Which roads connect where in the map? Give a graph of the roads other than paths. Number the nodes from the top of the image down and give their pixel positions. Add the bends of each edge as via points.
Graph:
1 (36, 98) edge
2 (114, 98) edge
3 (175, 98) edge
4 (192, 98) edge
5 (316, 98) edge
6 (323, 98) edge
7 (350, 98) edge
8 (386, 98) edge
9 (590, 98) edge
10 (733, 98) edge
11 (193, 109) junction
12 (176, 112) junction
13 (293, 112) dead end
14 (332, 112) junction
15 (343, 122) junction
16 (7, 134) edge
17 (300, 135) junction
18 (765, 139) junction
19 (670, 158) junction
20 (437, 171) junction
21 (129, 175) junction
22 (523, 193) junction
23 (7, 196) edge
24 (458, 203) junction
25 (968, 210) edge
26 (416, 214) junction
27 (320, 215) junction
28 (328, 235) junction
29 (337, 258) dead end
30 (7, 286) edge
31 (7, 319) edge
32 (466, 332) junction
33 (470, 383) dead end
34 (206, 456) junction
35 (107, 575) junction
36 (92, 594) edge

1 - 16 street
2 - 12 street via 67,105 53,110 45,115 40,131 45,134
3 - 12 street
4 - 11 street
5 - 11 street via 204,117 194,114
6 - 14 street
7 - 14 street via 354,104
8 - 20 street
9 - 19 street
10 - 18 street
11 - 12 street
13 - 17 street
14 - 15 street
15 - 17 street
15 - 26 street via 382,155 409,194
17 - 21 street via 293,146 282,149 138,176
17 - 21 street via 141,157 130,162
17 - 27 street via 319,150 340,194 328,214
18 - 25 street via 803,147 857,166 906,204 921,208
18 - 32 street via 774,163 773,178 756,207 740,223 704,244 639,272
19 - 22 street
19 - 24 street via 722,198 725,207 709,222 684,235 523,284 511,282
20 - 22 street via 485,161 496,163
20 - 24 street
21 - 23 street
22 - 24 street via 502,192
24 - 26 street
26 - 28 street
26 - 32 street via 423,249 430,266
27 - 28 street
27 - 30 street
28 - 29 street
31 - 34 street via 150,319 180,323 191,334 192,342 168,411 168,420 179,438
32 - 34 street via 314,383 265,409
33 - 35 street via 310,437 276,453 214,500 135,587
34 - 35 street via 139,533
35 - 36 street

# WHAT YOU SHOULD DO
Only lines with the string "dead" are wanted; please find each one in the listing and copy it.

# EXPECTED OUTPUT
13 (293, 112) dead end
29 (337, 258) dead end
33 (470, 383) dead end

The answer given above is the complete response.